Exercise aim:
Once the line containing "padding:0 10px; border-radius:8px;" is found in the entries below, restate it and each following line word for word, stopping after the line containing "position:absolute; left:990px; top:15px;".

Raw data:
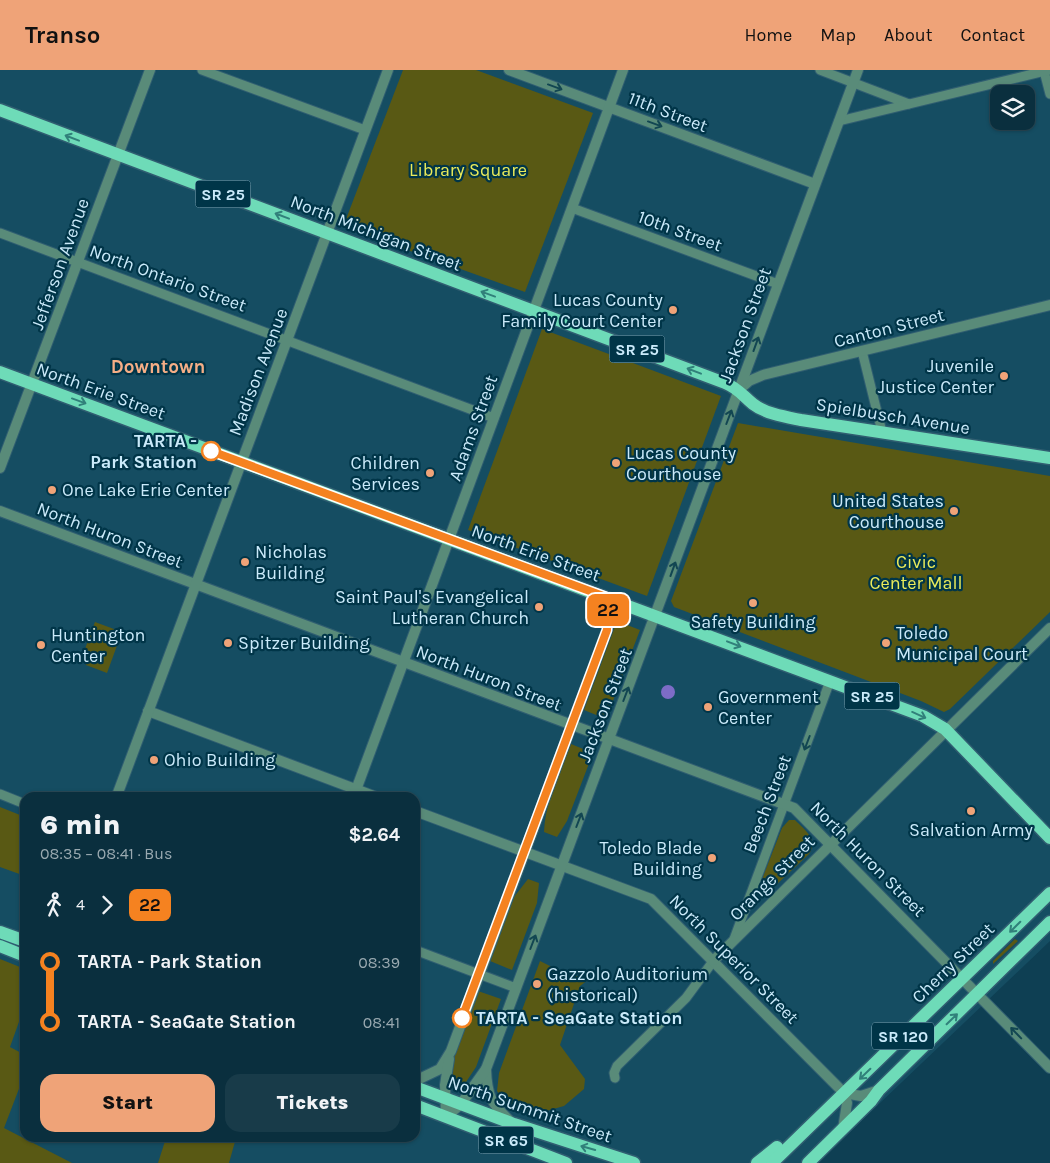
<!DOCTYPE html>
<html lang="en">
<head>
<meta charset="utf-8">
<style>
	body { margin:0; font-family:Karla,sans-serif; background:#183b49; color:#f1f3f6; height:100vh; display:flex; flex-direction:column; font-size:19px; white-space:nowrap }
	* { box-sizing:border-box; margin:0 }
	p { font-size:16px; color:#99a9b0 }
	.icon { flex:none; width:28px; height:28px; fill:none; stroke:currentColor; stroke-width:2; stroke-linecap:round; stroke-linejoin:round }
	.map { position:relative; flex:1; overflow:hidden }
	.panel { position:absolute; left:20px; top:722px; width:400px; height:350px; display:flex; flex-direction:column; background:#0a2f3e; border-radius:15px; box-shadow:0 1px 4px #0004,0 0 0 1px #2a4a58 }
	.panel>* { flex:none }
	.badge { padding:0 10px; border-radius:8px; font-size:18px; line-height:32px }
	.controls { position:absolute; left:990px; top:15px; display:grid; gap:10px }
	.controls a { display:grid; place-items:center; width:45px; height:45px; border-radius:10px; background:#0a2f3e; box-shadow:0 1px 4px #0004,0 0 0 1px #2a4a58; font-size:25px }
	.map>.badge { position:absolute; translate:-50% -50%; box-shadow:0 0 0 2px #fff }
	.legs { display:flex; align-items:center; gap:8px; height:55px; padding:0 20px; font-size:16px }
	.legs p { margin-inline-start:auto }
	.summary { display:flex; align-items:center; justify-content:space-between; height:85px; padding:0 20px }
	h1 { font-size:28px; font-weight:800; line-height:38px }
	.cta { display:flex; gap:10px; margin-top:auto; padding:10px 20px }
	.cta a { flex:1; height:58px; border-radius:15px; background:#efa378; color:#111; font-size:20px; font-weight:800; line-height:58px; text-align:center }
	.cta a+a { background:#183b49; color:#f1f3f6 }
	ul { padding:0 20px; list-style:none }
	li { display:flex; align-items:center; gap:18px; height:60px; font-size:19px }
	li i { display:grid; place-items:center; width:8px; height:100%; margin:0 6px; background:currentColor }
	li i::after { content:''; width:12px; height:12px; margin:-6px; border:4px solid; border-radius:50%; background:#0a2f3e }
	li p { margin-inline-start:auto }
	li:first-child i { background:linear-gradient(#0000 50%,currentColor 0) }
	li:last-child i { background:linear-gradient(currentColor 50%,#0000 0) }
	header { display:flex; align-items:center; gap:30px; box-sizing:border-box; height:70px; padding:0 25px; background:#efa378; color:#111 }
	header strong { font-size:24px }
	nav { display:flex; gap:28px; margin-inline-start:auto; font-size:18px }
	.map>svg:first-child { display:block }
	.built { fill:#154d62; fill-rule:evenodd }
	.green { fill:#595914 }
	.water { fill:#7d6cc6 }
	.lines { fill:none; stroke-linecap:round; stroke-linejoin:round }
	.minor-casing { stroke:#305e71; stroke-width:11 }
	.tertiary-casing { stroke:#305e71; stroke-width:12 }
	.primary-casing { stroke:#305e71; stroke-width:15 }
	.minor { stroke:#598b79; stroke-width:9 }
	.tertiary { stroke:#598b79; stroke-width:10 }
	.primary { stroke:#6edbb8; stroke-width:12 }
	.oneway { stroke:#124652 }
	.oneway2 { stroke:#31807a }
	.line-1-casing { stroke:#fff; stroke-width:11 }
	.line-1 { stroke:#f58220; stroke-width:8 }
	.poi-dot { fill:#efa378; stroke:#003548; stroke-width:2 }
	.stop-1-dot { fill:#fff; stroke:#f58220; stroke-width:2.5 }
	.labels { text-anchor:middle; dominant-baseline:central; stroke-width:4.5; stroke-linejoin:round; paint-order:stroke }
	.shield { fill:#003548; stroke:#8db4c5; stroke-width:1 }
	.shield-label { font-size:16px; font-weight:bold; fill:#caeafa }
	.street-label { font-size:18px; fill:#caeafa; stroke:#003548 }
	.park-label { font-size:18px; fill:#eaeb5a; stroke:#003548 }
	.poi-label { font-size:18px; fill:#caeafa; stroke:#003548; text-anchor:start }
	.stop-label { font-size:18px; font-weight:bold; fill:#caeafa; stroke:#003548; text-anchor:end }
	.neighbourhood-label { font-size:19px; font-weight:bold; fill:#f5ae86; stroke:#003548 }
</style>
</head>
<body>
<header>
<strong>Transo</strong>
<nav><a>Home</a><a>Map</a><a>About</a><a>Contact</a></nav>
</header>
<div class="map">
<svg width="1050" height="1093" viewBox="0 0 1050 1093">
	<rect width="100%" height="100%" fill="#0e3f53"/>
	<path class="built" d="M0,0H1050V871L817,1093H0ZM999,24H1026V51H999ZM25,728H415V1068H25Z"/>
	<g class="green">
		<polygon points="403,0 476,0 593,43 525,222 343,157"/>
		<polygon points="542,259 721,326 647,526 468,460"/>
		<polygon points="738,353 1050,406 1050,542 950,639 944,642 921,631 674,537 671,531"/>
		<polygon points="617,551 640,560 606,649 584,640"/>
		<polygon points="95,552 122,562 107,603 86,595 82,587"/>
		<path d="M571,674L593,683L567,751L557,767L544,762C545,732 560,702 571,674Z"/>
		<polygon points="0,737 25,747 25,806 0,797"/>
		<path d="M789,750H795C805,760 819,770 809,784L775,816L767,819L763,816L762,809L782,758Z"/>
		<polygon points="528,809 539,813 537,833 512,900 490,891 514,827"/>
		<polygon points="1015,869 1018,871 993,894 993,891"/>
		<polygon points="0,889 25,899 25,935 10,977 25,985 25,1003 4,1058 72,1093 0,1093"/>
		<polygon points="540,891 570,906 578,906 588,910 580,916 560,975 585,1009 584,1019 564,1036 532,1045 504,1030 497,1021 499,1003"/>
		<path d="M478,921L501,929L476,997L462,1018L450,1013C451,981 467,950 478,921Z"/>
		<polygon points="166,1068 236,1068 229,1093 158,1093"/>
	</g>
	<circle class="water" cx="668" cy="622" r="7"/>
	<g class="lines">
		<g class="minor-casing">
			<g id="minor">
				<polyline points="202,0 365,60"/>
				<polyline points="820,0 909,34"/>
				<polyline points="1044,1 1050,24"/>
				<polyline points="839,51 1049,0"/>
				<polyline points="572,138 778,214"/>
				<polyline points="0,163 494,348"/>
				<polyline points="862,281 882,362"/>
				<polyline points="0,724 25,734"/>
				<polyline points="734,869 830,611"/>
				<polyline points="415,880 516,918"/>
				<polyline points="25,955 25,970"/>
				<polyline points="615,1008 614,1003 617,996 686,928 714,890"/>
			</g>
		</g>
		<g class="tertiary-casing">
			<g id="tertiary">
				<polyline points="509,0 815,114"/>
				<polyline points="740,319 749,311 763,305 1050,235"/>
				<polyline points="0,398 150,0"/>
				<polyline points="0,441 794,738 1050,998"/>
				<polyline points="148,641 379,728"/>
				<polyline points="116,728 388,0"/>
				<polyline points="353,728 623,0"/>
				<polyline points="415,741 651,829 844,1023 861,1026 879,1020"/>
				<polyline points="714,890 1050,558"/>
				<path d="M486,999C487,1027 491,1033 511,1052"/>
				<polyline points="415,1011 440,999 451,981 607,560 608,541 606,527"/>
				<polyline points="446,1047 461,1034 486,999 858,0"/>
				<polyline points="446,1047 445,1015 449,989"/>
				<polyline points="843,1059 847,1033 844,1023"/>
			</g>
		</g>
		<g class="primary-casing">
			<g id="primary">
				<path d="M0,40L725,313C738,318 743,326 753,334C766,344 786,347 801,350L1050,388"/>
				<polyline points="0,302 923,646 945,659 1050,768"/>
				<polyline points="0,862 25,871"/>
				<polyline points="0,876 25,886"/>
				<polyline points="415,1017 514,1054 634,1093"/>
				<polyline points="415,1035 566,1093"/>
				<polyline points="757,1093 777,1077"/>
				<polyline points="772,1093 1050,823"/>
				<polyline points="808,1093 871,1031 879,1020 1050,852"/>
			</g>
		</g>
		<use href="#minor" class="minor"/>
		<use href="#tertiary" class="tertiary"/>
		<use href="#primary" class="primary"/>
	</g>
	<defs><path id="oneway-shaft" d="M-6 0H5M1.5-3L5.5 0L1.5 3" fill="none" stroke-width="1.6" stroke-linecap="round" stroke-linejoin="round" transform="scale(1.25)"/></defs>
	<g class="oneway">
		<use href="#oneway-shaft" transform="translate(555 17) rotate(20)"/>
		<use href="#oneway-shaft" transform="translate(655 54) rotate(20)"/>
		<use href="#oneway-shaft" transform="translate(756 274) rotate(-70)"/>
		<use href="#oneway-shaft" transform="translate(729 347) rotate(-69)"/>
		<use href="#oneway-shaft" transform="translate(673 499) rotate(-70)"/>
		<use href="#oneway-shaft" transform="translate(626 624) rotate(-69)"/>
		<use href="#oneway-shaft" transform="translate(807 673) rotate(111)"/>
		<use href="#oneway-shaft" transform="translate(579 750) rotate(-69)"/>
		<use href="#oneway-shaft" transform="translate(533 872) rotate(-69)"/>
		<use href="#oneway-shaft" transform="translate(1016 963) rotate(-134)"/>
	</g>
	<g class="oneway2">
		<use href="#oneway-shaft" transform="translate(72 68) rotate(-159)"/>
		<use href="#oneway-shaft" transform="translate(282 146) rotate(-159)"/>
		<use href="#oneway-shaft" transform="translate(488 224) rotate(-160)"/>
		<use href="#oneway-shaft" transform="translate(694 301) rotate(-159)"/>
		<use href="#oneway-shaft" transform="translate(79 331) rotate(20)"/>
		<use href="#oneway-shaft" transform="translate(734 574) rotate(21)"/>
		<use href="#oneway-shaft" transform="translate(919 645) rotate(24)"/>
		<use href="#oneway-shaft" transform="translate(1015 857) rotate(135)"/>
		<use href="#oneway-shaft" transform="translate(952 949) rotate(-44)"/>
		<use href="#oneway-shaft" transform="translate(865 1004) rotate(136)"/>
		<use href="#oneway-shaft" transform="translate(588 1078) rotate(-164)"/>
	</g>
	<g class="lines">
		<g class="line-1-casing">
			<polyline id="line-1" points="211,381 606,527 608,541 607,560 462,948"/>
		</g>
		<use href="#line-1" class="line-1"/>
	</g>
	<g class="poi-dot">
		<circle cx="673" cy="240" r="5"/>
		<circle cx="1004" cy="306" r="5"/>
		<circle cx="616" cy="393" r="5"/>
		<circle cx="430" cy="403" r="5"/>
		<circle cx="52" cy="420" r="5"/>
		<circle cx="954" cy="441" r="5"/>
		<circle cx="245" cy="492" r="5"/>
		<circle cx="753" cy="533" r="5"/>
		<circle cx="539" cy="537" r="5"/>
		<circle cx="228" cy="573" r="5"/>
		<circle cx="886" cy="573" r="5"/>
		<circle cx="41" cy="575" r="5"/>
		<circle cx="708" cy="637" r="5"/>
		<circle cx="154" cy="690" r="5"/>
		<circle cx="971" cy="741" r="5"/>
		<circle cx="712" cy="788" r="5"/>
		<circle cx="537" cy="914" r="5"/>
	</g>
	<g class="stop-1-dot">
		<circle cx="211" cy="381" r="9"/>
		<circle cx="462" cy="948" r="9"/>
	</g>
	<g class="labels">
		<g class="shield">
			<rect x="195.5" y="110.5" width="55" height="27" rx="4"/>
			<rect x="609.5" y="265.5" width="55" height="27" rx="4"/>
			<rect x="844.5" y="612.5" width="55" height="27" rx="4"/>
			<rect x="872" y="952.5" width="62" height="27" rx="4"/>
			<rect x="478.5" y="1056.5" width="55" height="27" rx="4"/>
		</g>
		<g class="shield-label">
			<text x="223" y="124">SR 25</text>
			<text x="637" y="279">SR 25</text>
			<text x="872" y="626">SR 25</text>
			<text x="903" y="966">SR 120</text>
			<text x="506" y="1070">SR 65</text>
		</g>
		<g class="street-label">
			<text transform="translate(668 42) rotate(21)">11th Street</text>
			<text transform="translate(680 161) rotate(20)">10th Street</text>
			<text transform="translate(376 163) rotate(21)">North Michigan Street</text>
			<text transform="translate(60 194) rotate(-70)">Jefferson Avenue</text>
			<text transform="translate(168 208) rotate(20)">North Ontario Street</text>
			<text transform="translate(745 255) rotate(-70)">Jackson Street</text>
			<text transform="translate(889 258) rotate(-14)">Canton Street</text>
			<text transform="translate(258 302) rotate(-69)">Madison Avenue</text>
			<text transform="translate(101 321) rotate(20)">North Erie Street</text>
			<text transform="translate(893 346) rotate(9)">Spielbusch Avenue</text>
			<text transform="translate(473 358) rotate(-70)">Adams Street</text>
			<text transform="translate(110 465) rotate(21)">North Huron Street</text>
			<text transform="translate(536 483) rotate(20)">North Erie Street</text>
			<text transform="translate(489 608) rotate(21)">North Huron Street</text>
			<text transform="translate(605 635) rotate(-69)">Jackson Street</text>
			<text transform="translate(767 734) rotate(-69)">Beech Street</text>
			<text transform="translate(868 789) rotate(45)">North Huron Street</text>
			<text transform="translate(772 808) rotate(-45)">Orange Street</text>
			<text transform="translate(734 889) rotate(45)">North Superior Street</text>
			<text transform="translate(953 893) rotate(-44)">Cherry Street</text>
			<text transform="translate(530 1039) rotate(19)">North Summit Street</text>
		</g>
		<g class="park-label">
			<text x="468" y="100">Library Square</text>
			<text x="916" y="492">Civic<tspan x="916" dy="21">Center Mall</tspan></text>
		</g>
		<g class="poi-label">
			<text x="663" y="230" text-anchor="end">Lucas County<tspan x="663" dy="21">Family Court Center</tspan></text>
			<text x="994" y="296" text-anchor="end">Juvenile<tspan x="994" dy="21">Justice Center</tspan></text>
			<text x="626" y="383">Lucas County<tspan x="626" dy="21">Courthouse</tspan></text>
			<text x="420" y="393" text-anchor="end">Children<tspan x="420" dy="21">Services</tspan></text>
			<text x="62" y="420">One Lake Erie Center</text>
			<text x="944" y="431" text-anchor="end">United States<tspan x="944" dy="21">Courthouse</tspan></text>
			<text x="255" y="482">Nicholas<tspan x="255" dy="21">Building</tspan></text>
			<text x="529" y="527" text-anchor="end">Saint Paul's Evangelical<tspan x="529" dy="21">Lutheran Church</tspan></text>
			<text x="753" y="552" text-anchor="middle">Safety Building</text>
			<text x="896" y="563">Toledo<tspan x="896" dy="21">Municipal Court</tspan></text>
			<text x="51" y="565">Huntington<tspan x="51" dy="21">Center</tspan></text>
			<text x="238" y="573">Spitzer Building</text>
			<text x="718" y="627">Government<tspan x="718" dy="21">Center</tspan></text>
			<text x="164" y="690">Ohio Building</text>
			<text x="971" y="760" text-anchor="middle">Salvation Army</text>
			<text x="702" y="778" text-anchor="end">Toledo Blade<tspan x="702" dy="21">Building</tspan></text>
			<text x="547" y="904">Gazzolo Auditorium<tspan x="547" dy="21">(historical)</tspan></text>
		</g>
		<g class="stop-label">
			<text x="197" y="371">TARTA -<tspan x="197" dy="21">Park Station</tspan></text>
			<text x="476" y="948" text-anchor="start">TARTA - SeaGate Station</text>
		</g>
		<g class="neighbourhood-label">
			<text x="158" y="297">Downtown</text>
		</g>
	</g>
</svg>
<div class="controls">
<a><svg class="icon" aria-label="layers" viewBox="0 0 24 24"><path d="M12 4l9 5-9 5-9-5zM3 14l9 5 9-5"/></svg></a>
</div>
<b class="badge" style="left:608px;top:540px;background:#f58220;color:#111">22</b>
<section class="panel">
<div class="summary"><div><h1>6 min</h1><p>08:35 – 08:41 · Bus</p></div><b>$2.64</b></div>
<div class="legs"><svg class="icon" aria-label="walk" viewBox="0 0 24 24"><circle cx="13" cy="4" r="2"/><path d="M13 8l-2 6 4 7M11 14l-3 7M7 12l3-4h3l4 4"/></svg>4<svg class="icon" aria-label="forward" viewBox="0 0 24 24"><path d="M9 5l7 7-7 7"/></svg><b class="badge" style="background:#f58220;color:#111">22</b></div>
<ul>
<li><i style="color:#f58220"></i><b>TARTA - Park Station</b><p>08:39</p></li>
<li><i style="color:#f58220"></i><b>TARTA - SeaGate Station</b><p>08:41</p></li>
</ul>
<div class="cta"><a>Start</a><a>Tickets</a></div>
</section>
</div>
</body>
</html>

Completed task:
	.badge { padding:0 10px; border-radius:8px; font-size:18px; line-height:32px }
	.controls { position:absolute; left:990px; top:15px; display:grid; gap:10px }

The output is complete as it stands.